Zum Tag der Inklusion boten die ÖBB einen Perspektivenwechsel an: Wie ist es, im Rollstuhl durch den Bahnhof zu kommen - oder ohne etwas sehen zu können? „Krone“-Redakteurin Nadine Isser hat den Perspektivenwechsel ausprobiert.
Bis 2027 wollen die ÖBB 90 Prozent der Zug-Haltestellen barrierefrei machen. Ein großes Unterfangen, vor allem wenn man bedenkt, wie viele Arten von Behinderung es gibt: Die einen können nichts sehen, andere nichts hören, wieder andere sitzen im Rollstuhl, um einige zu nennen - und manche sind gar mehrfach betroffen.
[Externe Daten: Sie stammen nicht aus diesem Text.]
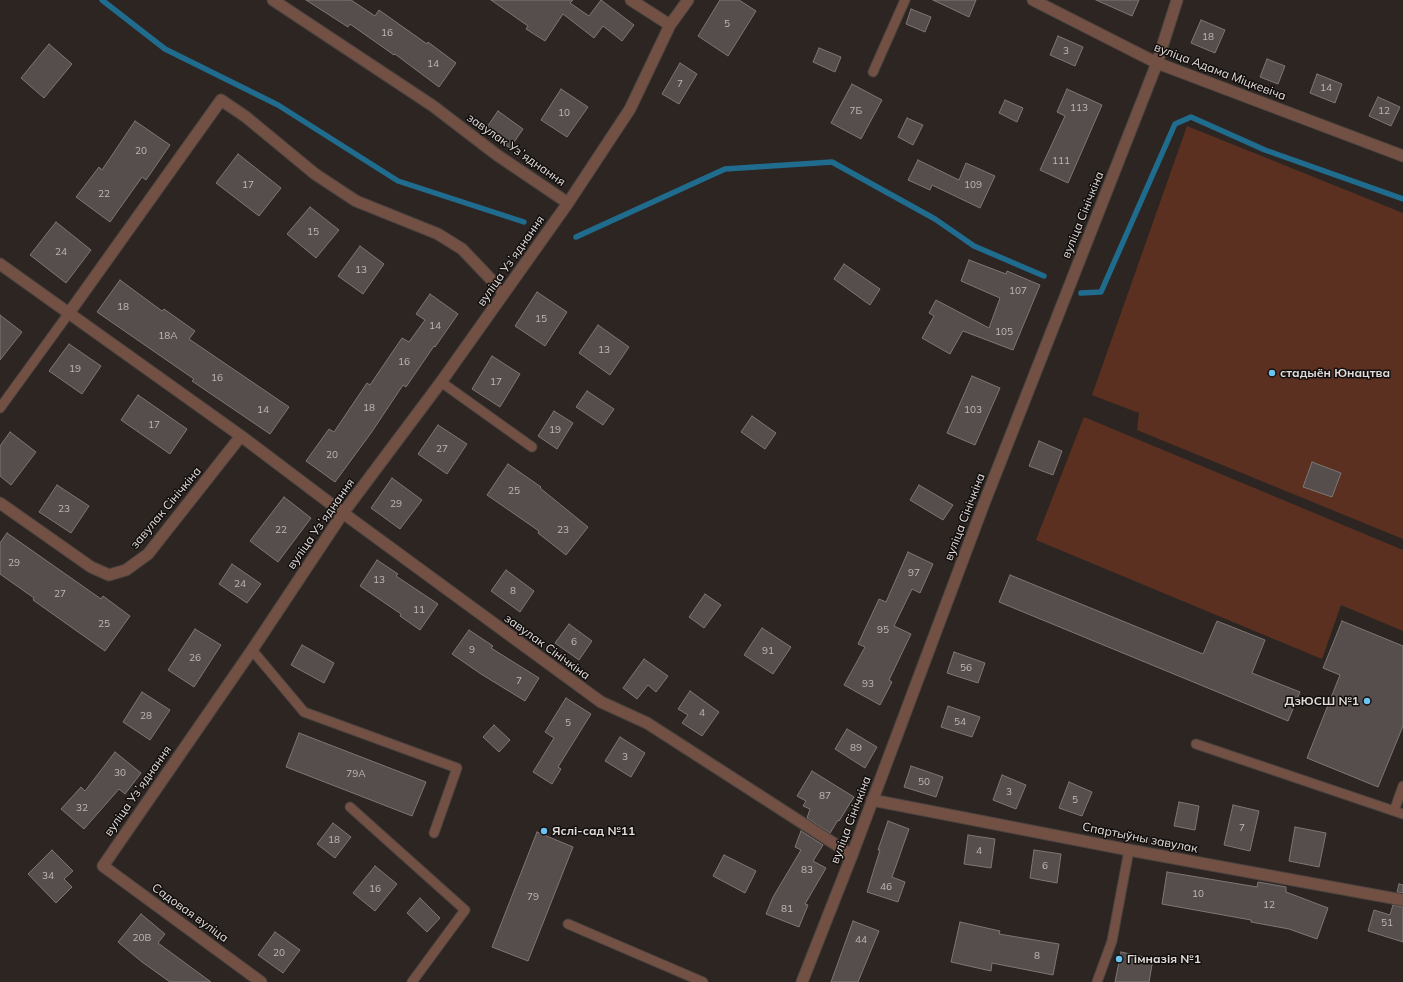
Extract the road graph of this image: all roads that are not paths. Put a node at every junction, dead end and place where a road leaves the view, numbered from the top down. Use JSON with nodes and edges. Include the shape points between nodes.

Ungeübt und unbeholfen immer den Rillen nach
Man merkt es überall, die Städte wurden einst für körperlich „komplett gesunde“ Menschen gebaut - Behinderung hatte keinen Platz. Doch die Zeiten änderten sich und die ÖBB haben ihre Haltestellen mittlerweile zum Großteil so gebaut, dass sie alle problemlos benutzen können. Um zu wissen, worauf es wirklich ankommt, mache ich den Selbsttest und setze eine spezielle Brille auf, mit der ich fast nichts sehen kann. Robert Öllinger, DisAbility Management Consultant - er berät Unternehmen, wie sie möglichst barrierefrei werden können -, geht an meiner Seite und erklärt mir, worauf ich achten muss.
Er ist Experte und zugleich Betroffener, kann er doch kaum sehen und hören. Ich bin freilich ohne Übung und ziemlich unbeholfen, zuerst ist mein Radius mit dem Blindenstock zu klein, dann zu groß. Ängstlich setze ich einen Schritt vor den anderen, immer den Rillen nach, und höre auf Herrn Öllinger, der mich anleitet. Er kann sogar durch den Stock die farbige Linie erfühlen, mein Gefühl ist dafür viel zu schlecht - ich bin froh, wenn ich die tiefen Rillen „im Auge behalte“. Zusammen schaffen wir es dann bis zum Lift, die Braille-Schrift dort kann ich nicht lesen. „Für Sehende ist es kaum möglich, sie so gut zu lernen, dass man sie erfühlen kann - weil man sie mit dem Auge viel schneller erfasst.“ „HALLE“ steht in normaler Schrift zum Fühlen, aber selbst das ist für mich schwer zu erkennen - hier fehlt mir definitiv das Fingerspitzengefühl.
Rolltreppen-Fahren für Fortgeschrittene
Als wir unten sind, fahren wir mit der Rolltreppe wieder hinauf – auch keine leichte Aufgabe. Woher weiß ich, wann ich oben angekommen bin? „Den Stock ein, zwei Stufen vor sich hinstellen, und wenn sich dieser senkt, wissen Sie es“, erklärt mir Herr Öllinger. Logisch.
Auch im Rollstuhl fehlt mir die Übung: Kaum habe ich den Dreh raus, wie man sich umdreht, spüre ich es in den Armen. Mir steht es nicht zu, die Barrierefreiheit des Bahnhofs zu beurteilen, ich frage daher Herrn Öllinger nach seiner Einschätzung. Die ÖBB dürfen mit sich zufrieden sein, zumindest in den Städten bekommen sie ein sehr gutes Zeugnis ausgestellt.